Because these representations, plaintiffs' alleged reliance, and the mutual exchange of benefits contain all the elements of an implied in fact contract or promissory estoppel, plaintiffs argue that their right to compete for performance awards numbering up to 50 percent of an agency's SES position protected by the Fifth Amendment.
Although this contention might have merit in the context of private employment, it is not relevant here. In Kizas v. Webster, 227 U.S. App. D.C. 327, 707 F.2d 524 (D.C. Cir. 1983), a case which is close on the governing facts to this case, FBI clerical and support employees had challenged the Bureau's modification of a program which provided preferential consideration to plaintiffs for jobs as special agents. The plaintiffs there argued that their expectation of special consideration was a property interest which could not be unilaterally revoked without compensation or procedures as required by the Fifth Amendment. In support of this argument, they suggested that the preference was an element of deferred compensation "due and owing them," and further that their legitimate expectations in receiving the preference was an indefeasible property right protected by the due process clause. The Court of Appeals rejected both arguments and held that the employees had no vested rights in the former special preference. With respect to the issue here under consideration, the Court noted, quoting Kania v. United States, 227 Ct. Cl. 458, 650 F.2d 264, 268 (Ct. Cl. 1981) that
Federal employees serve by appointment, and their rights are therefore a matter of "legal status even where compacts are made."

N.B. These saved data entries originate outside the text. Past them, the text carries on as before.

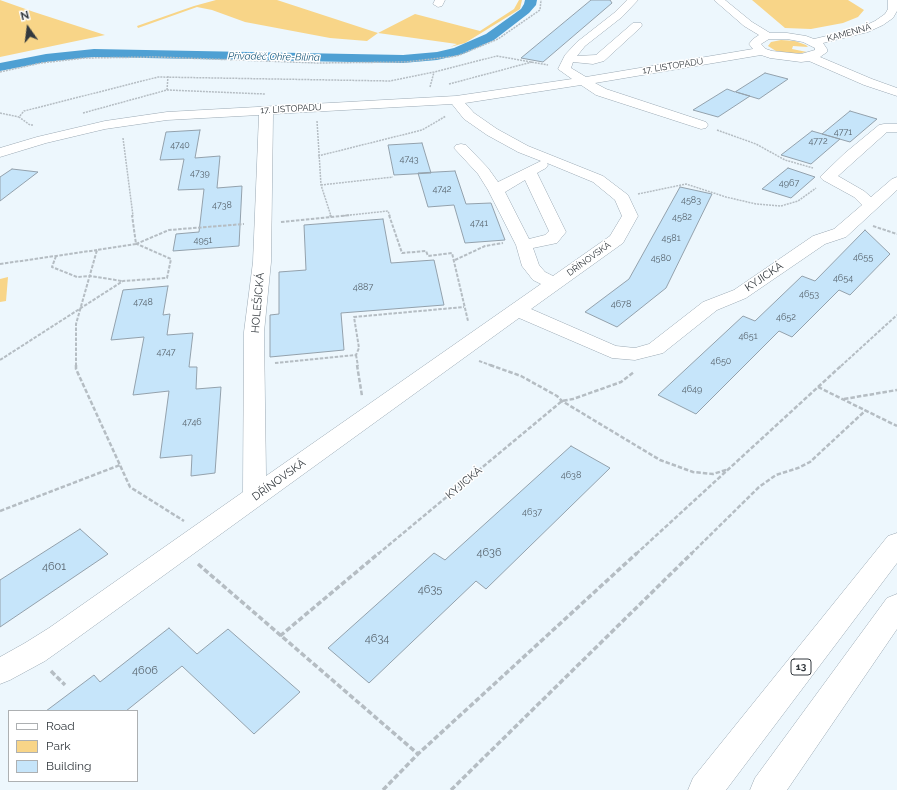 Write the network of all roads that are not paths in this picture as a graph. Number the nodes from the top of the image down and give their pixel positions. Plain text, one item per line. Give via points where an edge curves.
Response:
1 (633, 0) edge
2 (719, 0) edge
3 (893, 0) edge
4 (637, 25) dead end
5 (768, 36) junction
6 (814, 42) junction
7 (762, 51) junction
8 (810, 57) junction
9 (569, 58) junction
10 (584, 81) junction
11 (897, 92) edge
12 (456, 100) junction
13 (266, 102) junction
14 (701, 125) road end
15 (897, 128) edge
16 (461, 148) dead end
17 (0, 153) edge
18 (550, 159) junction
19 (529, 172) junction
20 (897, 182) edge
21 (496, 190) junction
22 (872, 205) junction
23 (523, 243) junction
24 (561, 279) junction
25 (518, 310) junction
26 (255, 496) junction
27 (897, 543) edge
28 (897, 606) edge
29 (0, 671) edge
30 (705, 790) edge
31 (767, 790) edge

1 - 9 street
2 - 5 street via 748,24
3 - 6 street, KAMENNÁ via 894,9 879,23 864,30
4 - 9 street via 600,58
5 - 6 street via 787,36
5 - 7 street via 757,41 756,44
6 - 8 street via 821,52
7 - 8 street via 790,58
7 - 10 street, 17. LISTOPADU
8 - 11 street
9 - 10 street via 564,69
10 - 12 street, 17. LISTOPADU
10 - 14 street via 601,92
12 - 13 street, 17. LISTOPADU
12 - 18 street, DŘÍNOVSKÁ via 470,116 492,132 523,150
13 - 17 street, 17. LISTOPADU via 105,125
13 - 26 street, HOLEŠICKÁ via 262,262 254,332
15 - 22 street via 884,128 831,175
16 - 21 street via 483,171
18 - 19 street
18 - 24 street, DŘÍNOVSKÁ via 598,179 622,198 630,216 617,239
19 - 21 street
19 - 23 street via 558,232 552,239
20 - 22 street, KYJICKÁ
21 - 23 street
22 - 25 street, KYJICKÁ via 840,233 819,240 740,294 710,306 656,349 635,354 612,352
23 - 24 street via 539,276
24 - 25 street, DŘÍNOVSKÁ
25 - 26 street, DŘÍNOVSKÁ
26 - 29 street, DŘÍNOVSKÁ via 59,636
27 - 30 highway, 13
28 - 31 highway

In short, any entitlement plaintiffs have to pay and other benefits, including the opportunity to compete for performance awards, is determined by statutes and regulations, rather than by ordinary contract principles. United States v. Larionoff, 431 U.S. 864, 869, 53 L. Ed. 2d 48, 97 S. Ct. 2150 (1977); Riplinger v. United States, 695 F.2d 1163, 1164 (9th Cir. 1983).
It also follows that any representations by OPM
or the agencies did not create enforceable property rights. This is so regardless of whether plaintiffs gave consideration for or detrimentally relied on these assurances. Kizas v. Webster, 707 F.2d at 535-36.
Second. Plaintiffs argue that they have an indefeasible property right in the opportunity to compete for awards numbering up to 50 percent of the agencies' SES positions. Again, as was the case of the plaintiffs in Kizas v. Webster, supra, plaintiffs here confuse the two separate "property interests" which are protected by the two separate clauses of the Fifth Amendment. For purposes of procedural due process guarantees, a person has a property interest in a governmentally conferred benefit if he has a "legitimate claim of entitlement" to the benefit. Kizas v. Webster, supra, 707 F.2d at 539.
This legitimate claim of entitlement does not, however, always rise to the level of "property" protected by the takings clause of the Fifth Amendment.
"The fifth amendment employes two independent clauses to address two independent issues. A claim of deprivation of property without due process of law cannot be blended as one and the same with the claim that property has been taken for public use without just compensation." A "legitimate claim of entitlement" to a government benefit does not transform the benefit itself into a vest right. Rather, due process "property interests" in public benefits are "limited, as a general rule, by the governmental power to remove, through prescribed procedures, the underlying source of those benefits."